Relief from hypertension and prevention of osteoporosis are major health benefits of cheese. Cheese contains many nutrients, including vitamins. Vital minerals like calcium, sodium, zinc, phosphorous, potassium and iron can be provided to the human body with the intake of cheese.
Cheese also helps in preventing cancer. It contains a lot of vitamin B. Cheese does strengthen the liver, enhances formation of blood and facilitates the absorption of nutrients in the body. According to Abby Langer, a registered dietician - "Cheese is a good source of calcium and that there is solid research to indicate that dairy has anti-inflammatory properties".
It's always a no when it comes to butter. But here's why we should reserve a place at the table for good old-fashioned butter. It is rich in anti-oxidants like vitamins A and E. Butter also has selenium that works against heart disease and cancer. Butter also helps to strengthen the immune system.
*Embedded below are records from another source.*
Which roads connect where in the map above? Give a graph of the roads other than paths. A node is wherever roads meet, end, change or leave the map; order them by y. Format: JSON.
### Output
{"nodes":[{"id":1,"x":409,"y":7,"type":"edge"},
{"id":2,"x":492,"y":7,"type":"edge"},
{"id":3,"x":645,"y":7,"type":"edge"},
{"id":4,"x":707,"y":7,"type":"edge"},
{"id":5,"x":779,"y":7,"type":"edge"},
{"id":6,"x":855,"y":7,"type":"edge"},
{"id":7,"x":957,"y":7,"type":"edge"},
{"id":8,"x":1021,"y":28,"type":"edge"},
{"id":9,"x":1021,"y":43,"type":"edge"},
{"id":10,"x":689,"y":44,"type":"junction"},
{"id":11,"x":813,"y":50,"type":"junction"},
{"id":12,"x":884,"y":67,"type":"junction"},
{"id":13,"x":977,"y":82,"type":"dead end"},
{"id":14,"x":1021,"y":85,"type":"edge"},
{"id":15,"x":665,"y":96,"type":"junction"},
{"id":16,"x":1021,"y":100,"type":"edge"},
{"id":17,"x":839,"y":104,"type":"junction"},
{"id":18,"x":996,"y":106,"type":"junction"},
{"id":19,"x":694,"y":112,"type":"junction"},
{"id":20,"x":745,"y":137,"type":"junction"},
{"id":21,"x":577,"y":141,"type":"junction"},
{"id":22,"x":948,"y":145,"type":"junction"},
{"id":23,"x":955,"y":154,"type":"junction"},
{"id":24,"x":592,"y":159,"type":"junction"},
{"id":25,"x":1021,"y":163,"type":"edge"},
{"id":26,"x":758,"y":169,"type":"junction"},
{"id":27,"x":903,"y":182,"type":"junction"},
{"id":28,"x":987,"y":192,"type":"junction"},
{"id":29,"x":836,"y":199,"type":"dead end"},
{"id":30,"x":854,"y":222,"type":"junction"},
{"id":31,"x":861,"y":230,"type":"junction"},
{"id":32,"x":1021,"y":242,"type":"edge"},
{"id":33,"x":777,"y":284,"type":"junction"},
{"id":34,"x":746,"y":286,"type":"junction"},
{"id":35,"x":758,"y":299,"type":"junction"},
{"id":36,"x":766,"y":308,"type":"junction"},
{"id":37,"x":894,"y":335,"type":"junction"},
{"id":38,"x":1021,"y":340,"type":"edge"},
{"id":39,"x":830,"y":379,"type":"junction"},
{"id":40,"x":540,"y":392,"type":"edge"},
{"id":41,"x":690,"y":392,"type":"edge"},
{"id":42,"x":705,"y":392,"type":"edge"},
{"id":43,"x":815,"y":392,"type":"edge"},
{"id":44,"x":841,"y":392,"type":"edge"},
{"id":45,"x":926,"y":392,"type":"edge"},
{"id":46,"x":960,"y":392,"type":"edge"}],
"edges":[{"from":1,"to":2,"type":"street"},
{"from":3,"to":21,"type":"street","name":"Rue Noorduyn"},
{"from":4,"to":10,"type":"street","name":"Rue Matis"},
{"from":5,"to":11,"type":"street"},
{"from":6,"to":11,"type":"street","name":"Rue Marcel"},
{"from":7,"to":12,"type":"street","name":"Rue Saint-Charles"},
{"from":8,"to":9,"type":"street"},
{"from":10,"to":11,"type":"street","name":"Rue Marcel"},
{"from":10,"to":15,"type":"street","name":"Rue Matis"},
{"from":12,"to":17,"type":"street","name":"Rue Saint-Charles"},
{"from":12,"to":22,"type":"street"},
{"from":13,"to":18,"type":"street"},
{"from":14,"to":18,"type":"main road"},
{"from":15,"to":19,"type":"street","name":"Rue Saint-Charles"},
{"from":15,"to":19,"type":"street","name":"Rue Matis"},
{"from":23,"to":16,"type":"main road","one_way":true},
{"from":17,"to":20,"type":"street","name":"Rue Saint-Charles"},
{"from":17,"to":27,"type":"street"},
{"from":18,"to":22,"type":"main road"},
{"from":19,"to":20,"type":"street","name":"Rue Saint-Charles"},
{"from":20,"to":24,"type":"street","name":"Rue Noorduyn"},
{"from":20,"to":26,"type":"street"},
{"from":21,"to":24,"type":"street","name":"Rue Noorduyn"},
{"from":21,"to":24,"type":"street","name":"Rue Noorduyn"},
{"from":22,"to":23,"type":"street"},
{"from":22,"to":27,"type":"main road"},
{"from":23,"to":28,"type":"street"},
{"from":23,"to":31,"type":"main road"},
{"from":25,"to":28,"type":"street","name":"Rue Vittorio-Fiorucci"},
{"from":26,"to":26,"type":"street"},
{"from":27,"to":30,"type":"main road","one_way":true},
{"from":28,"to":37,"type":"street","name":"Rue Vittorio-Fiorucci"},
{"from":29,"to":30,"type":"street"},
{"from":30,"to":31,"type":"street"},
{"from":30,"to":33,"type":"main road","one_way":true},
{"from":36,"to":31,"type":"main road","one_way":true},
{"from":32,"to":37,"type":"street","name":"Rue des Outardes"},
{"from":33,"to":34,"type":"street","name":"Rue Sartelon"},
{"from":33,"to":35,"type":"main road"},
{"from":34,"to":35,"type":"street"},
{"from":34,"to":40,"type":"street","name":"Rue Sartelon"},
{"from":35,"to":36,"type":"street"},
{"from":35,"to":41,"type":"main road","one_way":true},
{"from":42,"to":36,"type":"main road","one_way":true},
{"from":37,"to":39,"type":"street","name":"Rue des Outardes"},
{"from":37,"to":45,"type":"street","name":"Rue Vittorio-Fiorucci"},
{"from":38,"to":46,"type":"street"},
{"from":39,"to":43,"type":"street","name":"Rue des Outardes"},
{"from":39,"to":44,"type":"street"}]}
Butter contains CLA which protects you from cancer and iodine that helps in the proper functioning of the thyroid. It decreases the occurrence rate of diarrhoea in children. Butter also has vitamin K2 which prevents tooth decay and builds strong teeth and bones.
Bacon contains a few things that are good for you, including high-quality protein and high levels of essential vitamins and minerals like thiamin, vitamin B12, iron, zinc, niacin and selenium. Bacon has a high protein to fat ratio, making it a good source of animal protein.
Though nearly half of the fat content in bacon is saturated fat, unsaturated fat content is also about half and contains omega-3 fatty acids, which do have health benefits.
There are plenty of people who vouch that eating bacon improves your mood, gives you energy and protects your brain. What matters most is the kind of bacon you eat, so go ahead and indulge.
You would be eating tomato ketchup on a regular basis, but do you know that this popular condiment can help your health in a number of ways? Ketchup can definitely be a wonderful addition to your healthy diet, in moderation, of course. Ketchup is made from tomatoes, vinegar, salt, pepper and spices and is deemed to be a low-calorie condiment.
It contains 15 calories per tablespoon and vitamins A and C. Ketchup has no fat and far fewer calories per tablespoon when compared with mayonnaise. Ketchup is a healthier choice for those trying to cut out added calories.